Search code examples
djangoasynchronouscelery

Log results of asynchronous processes to a database field


I am working on a project using Django and Celery which takes large files and processes them in multiple steps. The main object for the file is called Sequencing and only one is created per file.

Now for every Sequencing we create many samples, variations etc. Some of these are already in the db so we use a get or create. After the processing of each Sequencing, I would like to have the amount of created and the amount of reused objects written into a json field called metadata in the Sequencing object but as some processes run asynchronously, this does not work out.

Some code excerpts:

models.py:

class Sequencing(...):
    metadata = models.JSONField(
        default=dict,
        blank=True,
    )

    def log(self, level: str, msg: str | list, *args, **kwargs) -> None:
        """Records messages for users in metadata."""
        if "log" not in self.metadata:
            self.metadata["log"] = []
        self.metadata["log"].append(
            {
                "date": datetime.datetime.utcnow().isoformat(),
                "level": level,
                "msg": msg,
            }
        )
        self.save()

    def load(self) -> None:
        chain(
            ...
            sequencing_load_variants.si(self.id),
            ...
        )

    def load_variants(self) -> None:
        ...
        for contig in contigs:
            sequencing_load_variants_by_contig.delay(self.pk, contig=contig)

    def load_variants_by_contig(self, contig: str) -> None:
        # create samples
        # create variants

        ....
        self.log(
            "info",
            [f"Variants created for region {region.seqid}: {log_dict['variants_create']}"]
            + [f"Variants found for region {region.seqid}: {log_dict['variants_get']}"]
            + [f"Samplerecords created for region {region.seqid}: {log_dict['samplerecords_create']}"]
            + ["Samplerecords found for region {region.seqid}: {log_dict['samplerecords_get']}"],
        )
}

In tasks.py:

@shared_task(bind=True, queue="computation")
def sequencing_load_variants(self, sequencing_pk: int) -> None:
    from sequencings.models import Sequencing

    sequencing_obj = Sequencing.objects.get(pk=sequencing_pk)
    sequencing_obj.load_variants()

@shared_task(bind=True, queue="computation")
def sequencing_load_variants_by_contig(self, sequencing_pk: int, contig: str) -> None:
    from sequencings.models import Sequencing

    sequencing_obj = Sequencing.objects.get(pk=sequencing_pk)
    sequencing_obj.load_variants_by_contig(contig=contig)

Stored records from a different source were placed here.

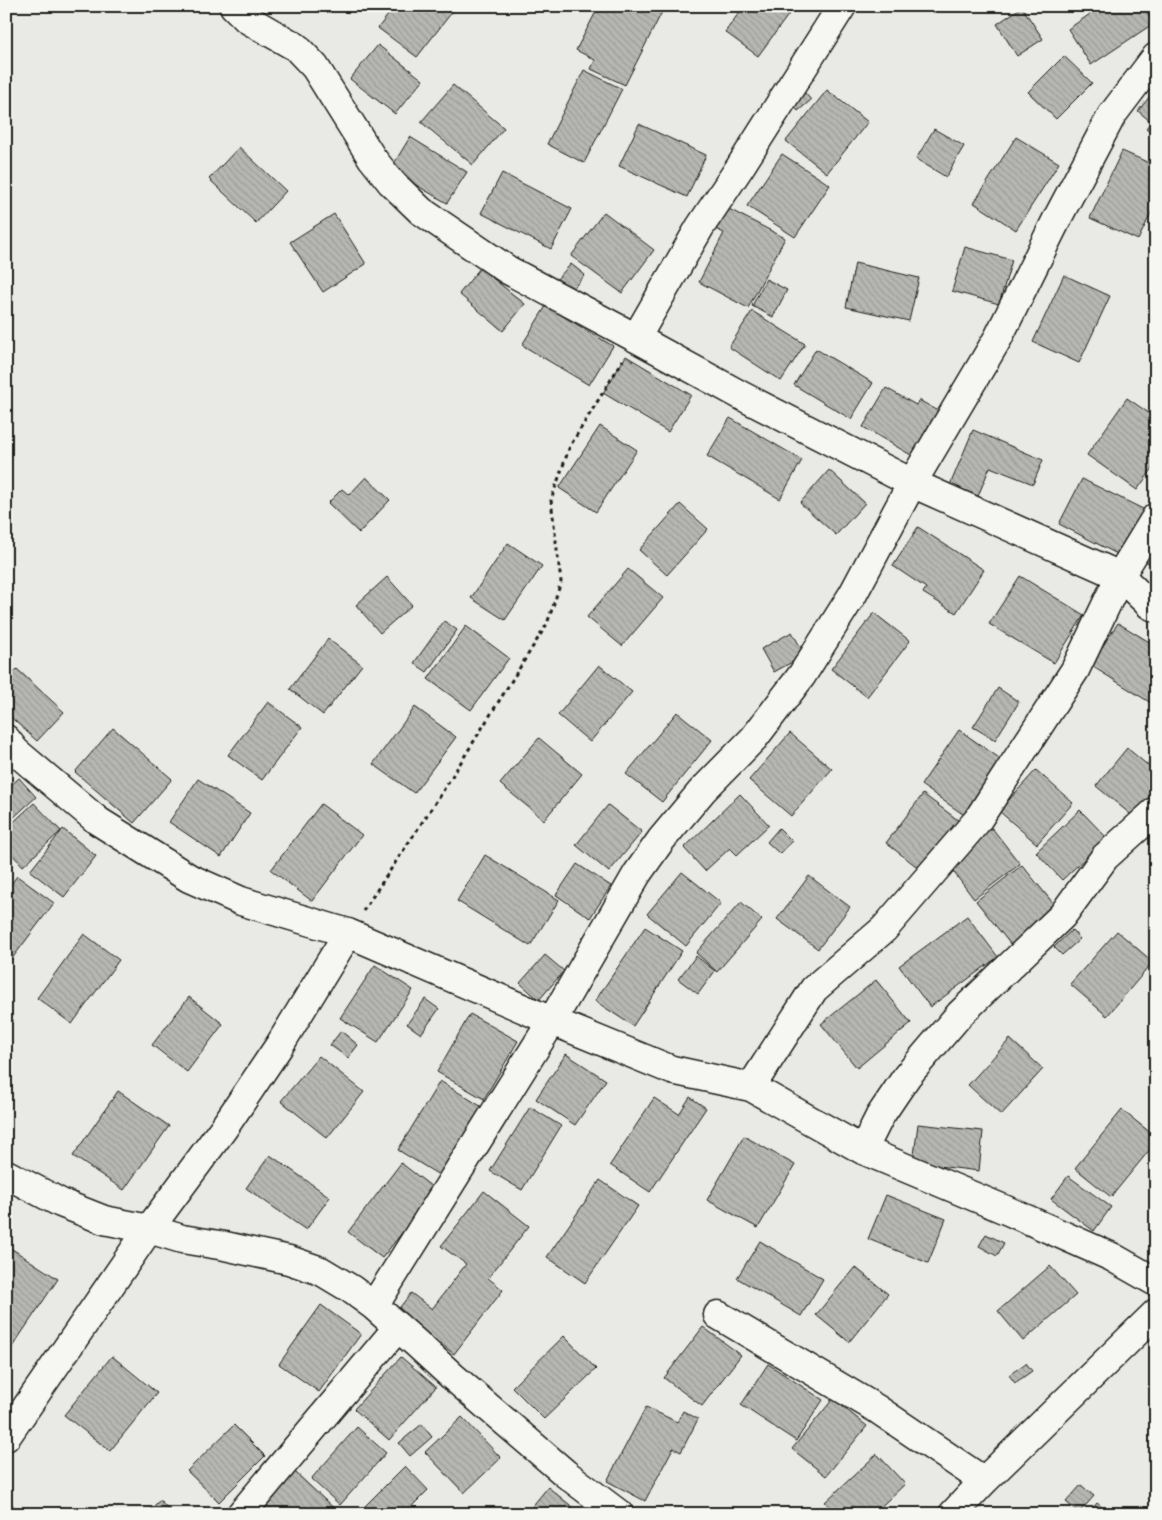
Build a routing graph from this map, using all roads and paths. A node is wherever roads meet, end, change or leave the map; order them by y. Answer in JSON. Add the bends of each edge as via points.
{"nodes":[{"id":1,"x":234,"y":6,"type":"edge"},
{"id":2,"x":842,"y":6,"type":"edge"},
{"id":3,"x":1156,"y":57,"type":"edge"},
{"id":4,"x":636,"y":338,"type":"junction"},
{"id":5,"x":912,"y":483,"type":"junction"},
{"id":6,"x":1156,"y":517,"type":"edge"},
{"id":7,"x":1120,"y":576,"type":"junction"},
{"id":8,"x":1156,"y":608,"type":"edge"},
{"id":9,"x":6,"y":739,"type":"edge"},
{"id":10,"x":1156,"y":810,"type":"edge"},
{"id":11,"x":348,"y":934,"type":"junction"},
{"id":12,"x":552,"y":1021,"type":"junction"},
{"id":13,"x":751,"y":1088,"type":"junction"},
{"id":14,"x":863,"y":1150,"type":"junction"},
{"id":15,"x":6,"y":1174,"type":"edge"},
{"id":16,"x":149,"y":1229,"type":"junction"},
{"id":17,"x":1156,"y":1282,"type":"edge"},
{"id":18,"x":374,"y":1306,"type":"junction"},
{"id":19,"x":1156,"y":1313,"type":"edge"},
{"id":20,"x":718,"y":1315,"type":"dead end"},
{"id":21,"x":398,"y":1327,"type":"junction"},
{"id":22,"x":6,"y":1437,"type":"edge"},
{"id":23,"x":984,"y":1481,"type":"junction"},
{"id":24,"x":242,"y":1514,"type":"edge"},
{"id":25,"x":619,"y":1514,"type":"edge"},
{"id":26,"x":952,"y":1514,"type":"edge"}],
"edges":[{"from":1,"to":4,"type":"street","via":[[248,19],[296,47],[315,67],[372,158],[421,211],[508,270]]},
{"from":2,"to":4,"type":"street","via":[[700,227]]},
{"from":3,"to":5,"type":"street","via":[[1112,115],[998,338]]},
{"from":4,"to":5,"type":"street"},
{"from":4,"to":11,"type":"path","via":[[570,446],[551,500],[561,582],[548,624]]},
{"from":5,"to":7,"type":"street"},
{"from":5,"to":12,"type":"street","via":[[853,594],[802,675],[754,738],[702,791],[661,840],[637,874]]},
{"from":6,"to":7,"type":"street"},
{"from":7,"to":8,"type":"street"},
{"from":7,"to":13,"type":"street","via":[[1075,670],[977,821],[884,929],[814,989]]},
{"from":9,"to":11,"type":"street","via":[[15,751],[98,821],[189,878],[240,901]]},
{"from":10,"to":14,"type":"street","via":[[1105,857],[1062,916],[960,1014],[907,1076],[880,1116]]},
{"from":11,"to":12,"type":"street"},
{"from":11,"to":16,"type":"street","via":[[279,1046]]},
{"from":12,"to":13,"type":"street","via":[[672,1070]]},
{"from":12,"to":18,"type":"street"},
{"from":13,"to":14,"type":"street"},
{"from":14,"to":17,"type":"street","via":[[1103,1253]]},
{"from":15,"to":16,"type":"street","via":[[61,1203],[104,1220]]},
{"from":16,"to":18,"type":"street","via":[[182,1239],[289,1260],[321,1271]]},
{"from":16,"to":22,"type":"street"},
{"from":18,"to":21,"type":"street"},
{"from":19,"to":23,"type":"street"},
{"from":20,"to":23,"type":"street","via":[[877,1409]]},
{"from":21,"to":24,"type":"street"},
{"from":21,"to":25,"type":"street","via":[[566,1474]]},
{"from":23,"to":26,"type":"street"}]}
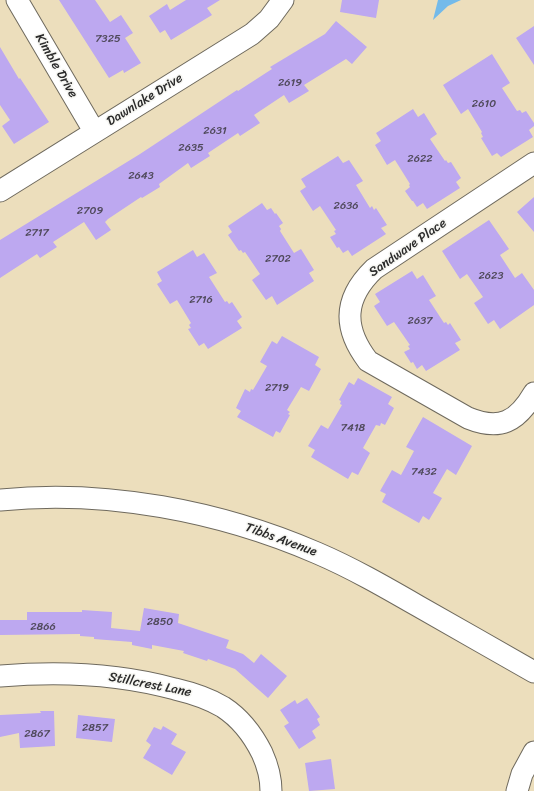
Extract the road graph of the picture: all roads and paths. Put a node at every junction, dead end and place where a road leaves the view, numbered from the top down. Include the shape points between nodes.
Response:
1 (17, 0) edge
2 (283, 0) edge
3 (94, 131) junction
4 (534, 163) edge
5 (0, 191) edge
6 (534, 393) edge
7 (0, 500) edge
8 (534, 672) edge
9 (0, 676) edge
10 (534, 752) edge
11 (271, 791) edge
12 (517, 791) edge

1 - 3 street, Kimble Drive
2 - 3 street, Dawnlake Drive via 269,19 252,34
3 - 5 street, Dawnlake Drive
4 - 6 street, Sandwave Place via 374,269 353,296 349,310 350,328 357,347 368,361 468,418 483,424 504,424 515,418
7 - 8 street, Tibbs Avenue via 47,498 116,501 177,510 249,527 295,543 358,572
9 - 11 street, Stillcrest Lane via 44,673 110,676 200,695 218,704 236,718 256,741 267,765
10 - 12 street via 522,774

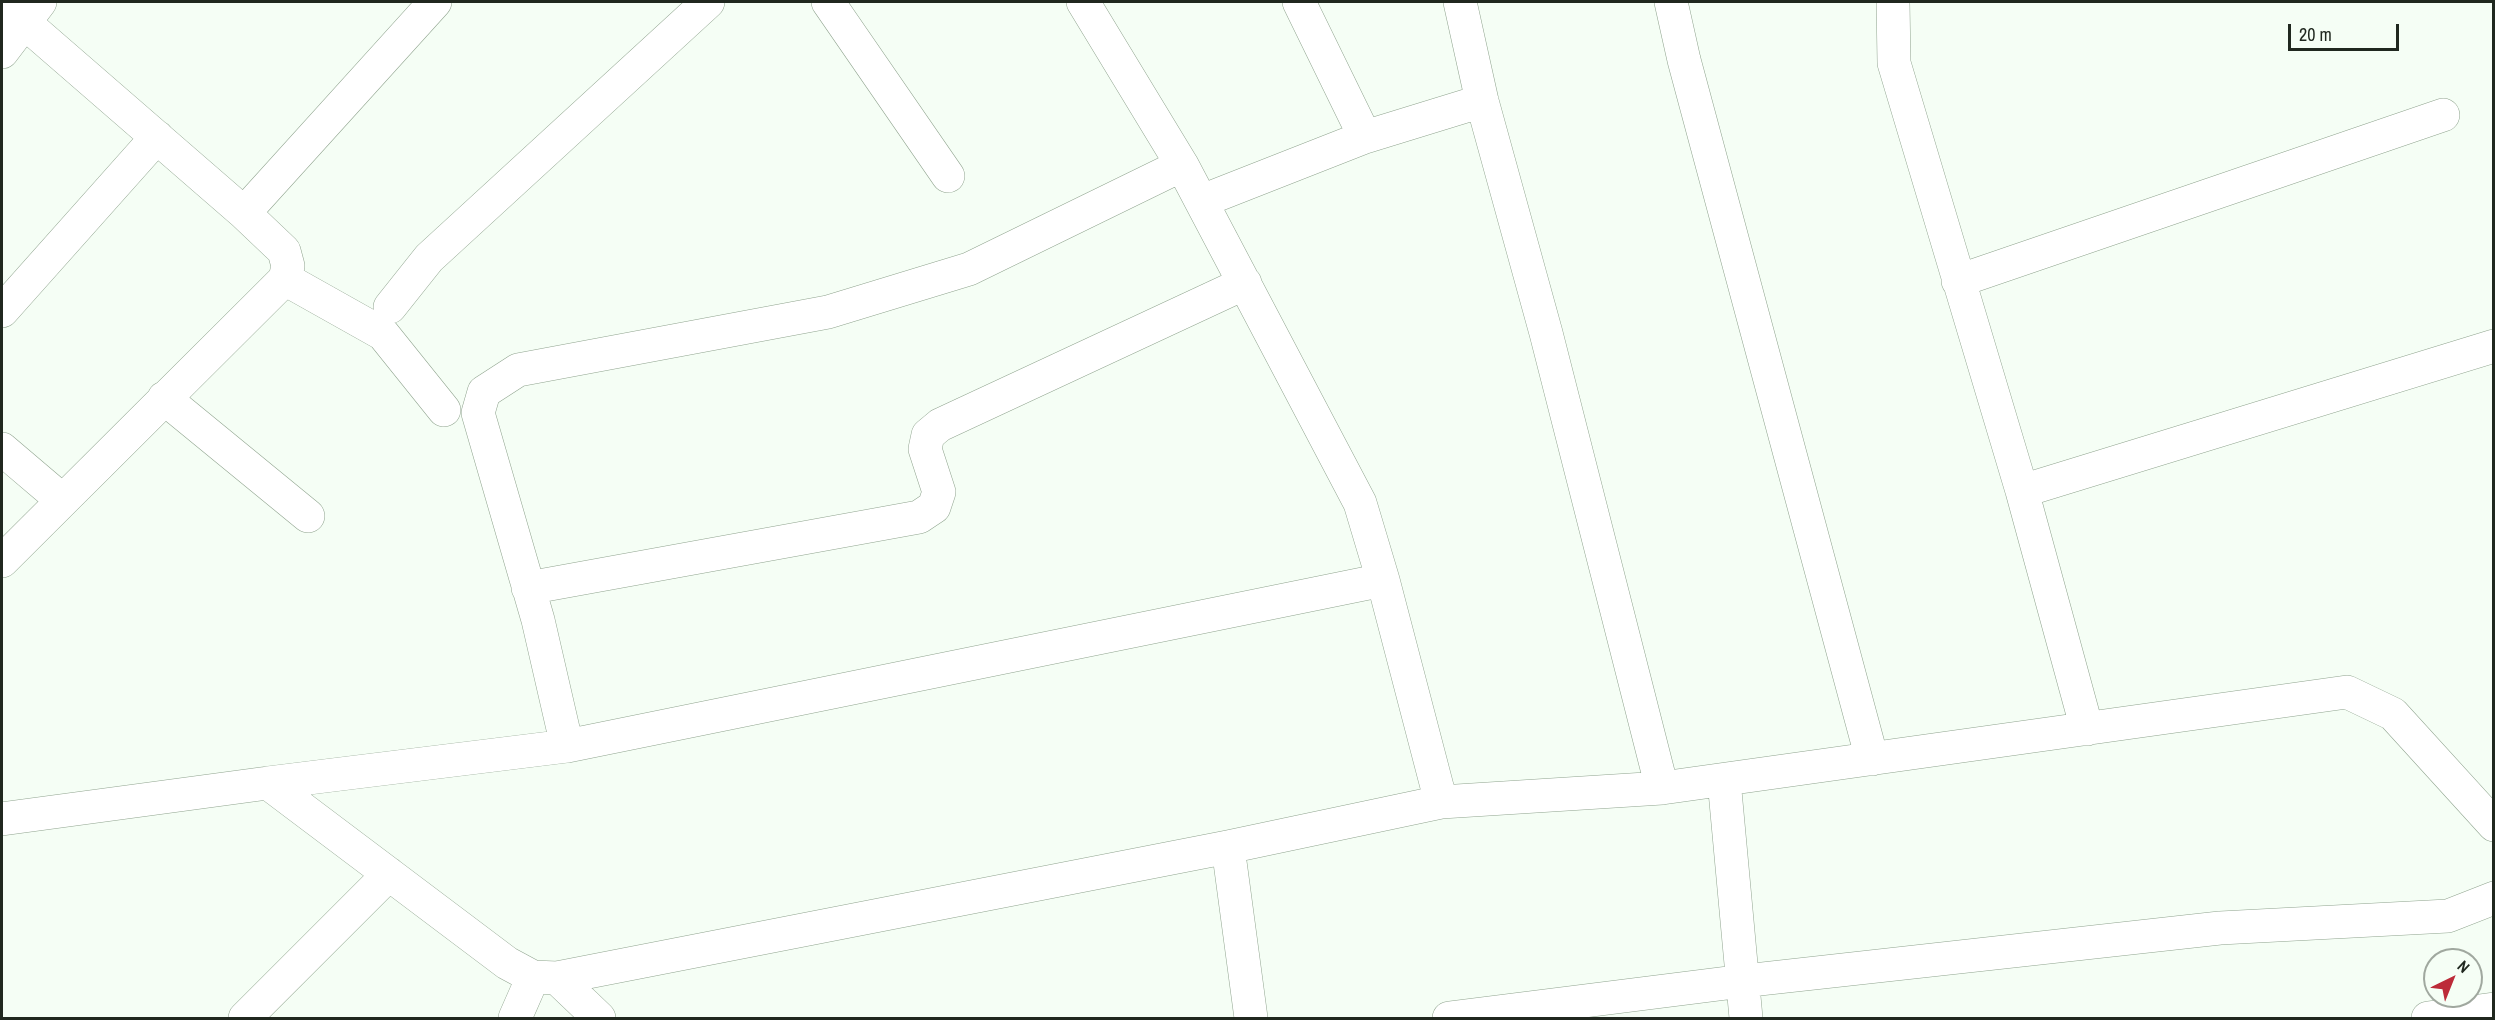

After the sequencing is saved, the metadata field holds the information to some of the regions but not all of them. Sometimes I can only see the logs for a single region, sometimes 2 and not always the same regions neither (I had logs for region 8, for 19 and 22, for region 9 and 22 and so on).

I think there is a collision when the asynchronous function "load_variants_by_contig" tries to call the log functions save method but this is where my understanding stops. How could I analyse, debug and fix this?


Solution

  • If anyone comes to see this, the issue was indeed a race condition. The solution was to store all results in redis and celery chain the writing to the logs after all parsing had been finished.